(Collected data entries)
_ _ _ _ _

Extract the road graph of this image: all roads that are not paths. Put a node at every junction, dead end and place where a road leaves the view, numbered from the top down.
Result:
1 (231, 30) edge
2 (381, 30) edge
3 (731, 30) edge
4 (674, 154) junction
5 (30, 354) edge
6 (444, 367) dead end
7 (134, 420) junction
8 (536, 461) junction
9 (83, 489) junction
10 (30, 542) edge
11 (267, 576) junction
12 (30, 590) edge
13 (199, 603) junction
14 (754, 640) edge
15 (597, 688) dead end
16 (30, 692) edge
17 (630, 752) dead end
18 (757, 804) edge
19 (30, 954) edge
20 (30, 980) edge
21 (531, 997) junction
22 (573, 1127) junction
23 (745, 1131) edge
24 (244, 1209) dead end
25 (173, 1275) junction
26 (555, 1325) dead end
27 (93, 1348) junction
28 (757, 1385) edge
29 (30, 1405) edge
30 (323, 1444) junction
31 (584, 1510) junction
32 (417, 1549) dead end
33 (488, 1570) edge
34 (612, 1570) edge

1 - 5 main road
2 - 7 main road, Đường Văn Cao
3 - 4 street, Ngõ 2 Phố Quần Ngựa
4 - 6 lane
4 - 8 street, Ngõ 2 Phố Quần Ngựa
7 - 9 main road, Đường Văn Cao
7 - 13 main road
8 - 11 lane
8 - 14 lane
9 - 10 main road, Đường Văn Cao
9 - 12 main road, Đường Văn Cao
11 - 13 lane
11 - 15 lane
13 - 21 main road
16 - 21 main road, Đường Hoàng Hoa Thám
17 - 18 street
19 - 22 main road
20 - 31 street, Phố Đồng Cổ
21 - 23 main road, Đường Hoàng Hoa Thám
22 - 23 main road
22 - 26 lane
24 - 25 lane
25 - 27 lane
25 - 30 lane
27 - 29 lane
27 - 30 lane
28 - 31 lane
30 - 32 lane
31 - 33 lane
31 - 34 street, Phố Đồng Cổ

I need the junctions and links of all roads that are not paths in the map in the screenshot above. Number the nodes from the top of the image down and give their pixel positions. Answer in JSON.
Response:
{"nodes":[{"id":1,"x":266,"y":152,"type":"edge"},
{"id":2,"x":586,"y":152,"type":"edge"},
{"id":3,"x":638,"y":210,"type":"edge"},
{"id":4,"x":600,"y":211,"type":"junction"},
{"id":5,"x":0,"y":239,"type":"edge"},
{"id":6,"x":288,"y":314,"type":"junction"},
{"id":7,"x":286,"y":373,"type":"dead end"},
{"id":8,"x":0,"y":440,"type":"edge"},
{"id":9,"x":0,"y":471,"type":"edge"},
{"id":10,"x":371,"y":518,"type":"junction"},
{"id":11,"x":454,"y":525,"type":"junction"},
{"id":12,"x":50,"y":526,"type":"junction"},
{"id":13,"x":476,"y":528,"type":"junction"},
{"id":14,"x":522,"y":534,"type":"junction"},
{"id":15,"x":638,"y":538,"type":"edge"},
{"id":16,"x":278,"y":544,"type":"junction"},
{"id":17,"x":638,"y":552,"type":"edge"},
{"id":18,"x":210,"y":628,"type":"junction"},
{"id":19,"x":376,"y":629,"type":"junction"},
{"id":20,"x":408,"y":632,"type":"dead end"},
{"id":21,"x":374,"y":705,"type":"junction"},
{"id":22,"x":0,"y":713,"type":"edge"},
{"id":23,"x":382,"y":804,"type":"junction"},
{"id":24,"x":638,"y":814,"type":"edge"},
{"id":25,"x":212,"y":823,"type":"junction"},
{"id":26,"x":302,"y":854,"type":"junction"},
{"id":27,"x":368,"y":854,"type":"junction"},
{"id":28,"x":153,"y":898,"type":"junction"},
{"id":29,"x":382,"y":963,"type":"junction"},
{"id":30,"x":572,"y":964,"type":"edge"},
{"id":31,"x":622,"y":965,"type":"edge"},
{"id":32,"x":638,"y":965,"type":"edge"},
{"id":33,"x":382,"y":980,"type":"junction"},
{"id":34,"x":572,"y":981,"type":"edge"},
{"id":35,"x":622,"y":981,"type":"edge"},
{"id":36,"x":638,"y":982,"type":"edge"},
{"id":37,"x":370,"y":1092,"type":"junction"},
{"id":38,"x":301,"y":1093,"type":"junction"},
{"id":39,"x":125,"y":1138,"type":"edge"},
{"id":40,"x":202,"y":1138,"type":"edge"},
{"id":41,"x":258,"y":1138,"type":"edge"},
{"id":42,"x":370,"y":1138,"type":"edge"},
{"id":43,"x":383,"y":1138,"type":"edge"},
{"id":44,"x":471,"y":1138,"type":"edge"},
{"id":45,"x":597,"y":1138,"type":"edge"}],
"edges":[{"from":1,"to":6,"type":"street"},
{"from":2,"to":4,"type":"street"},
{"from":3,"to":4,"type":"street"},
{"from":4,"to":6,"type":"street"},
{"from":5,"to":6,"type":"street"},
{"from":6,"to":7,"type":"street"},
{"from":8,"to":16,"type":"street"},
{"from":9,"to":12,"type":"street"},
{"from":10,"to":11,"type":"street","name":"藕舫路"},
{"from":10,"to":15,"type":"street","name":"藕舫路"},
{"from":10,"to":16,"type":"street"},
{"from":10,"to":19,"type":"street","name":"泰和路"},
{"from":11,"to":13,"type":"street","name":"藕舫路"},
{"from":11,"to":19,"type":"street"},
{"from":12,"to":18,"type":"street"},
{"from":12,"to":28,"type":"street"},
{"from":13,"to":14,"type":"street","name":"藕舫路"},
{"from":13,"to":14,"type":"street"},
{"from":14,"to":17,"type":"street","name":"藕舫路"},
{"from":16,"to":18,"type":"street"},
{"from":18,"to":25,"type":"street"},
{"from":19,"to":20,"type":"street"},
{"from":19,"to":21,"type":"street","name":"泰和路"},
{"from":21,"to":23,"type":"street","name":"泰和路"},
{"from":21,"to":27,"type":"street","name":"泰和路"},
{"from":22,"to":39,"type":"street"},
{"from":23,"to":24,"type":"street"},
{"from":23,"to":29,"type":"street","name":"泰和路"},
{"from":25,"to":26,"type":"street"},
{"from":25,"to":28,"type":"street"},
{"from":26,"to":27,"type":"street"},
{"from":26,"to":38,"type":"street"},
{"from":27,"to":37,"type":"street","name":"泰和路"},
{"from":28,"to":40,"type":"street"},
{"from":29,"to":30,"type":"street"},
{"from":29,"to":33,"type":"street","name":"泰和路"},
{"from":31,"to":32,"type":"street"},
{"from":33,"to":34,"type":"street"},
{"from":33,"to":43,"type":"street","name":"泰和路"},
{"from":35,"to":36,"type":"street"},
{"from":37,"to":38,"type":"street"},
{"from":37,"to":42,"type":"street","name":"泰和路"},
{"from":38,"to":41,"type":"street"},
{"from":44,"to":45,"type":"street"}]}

_ _ _ _ _

## REQUIRED ACTION
Please return all lines above in which the string "paths" is found.

## RESPONSE TO THIS EXERCISE
Extract the road graph of this image: all roads that are not paths. Put a node at every junction, dead end and place where a road leaves the view, numbered from the top down.
I need the junctions and links of all roads that are not paths in the map in the screenshot above. Number the nodes from the top of the image down and give their pixel positions. Answer in JSON.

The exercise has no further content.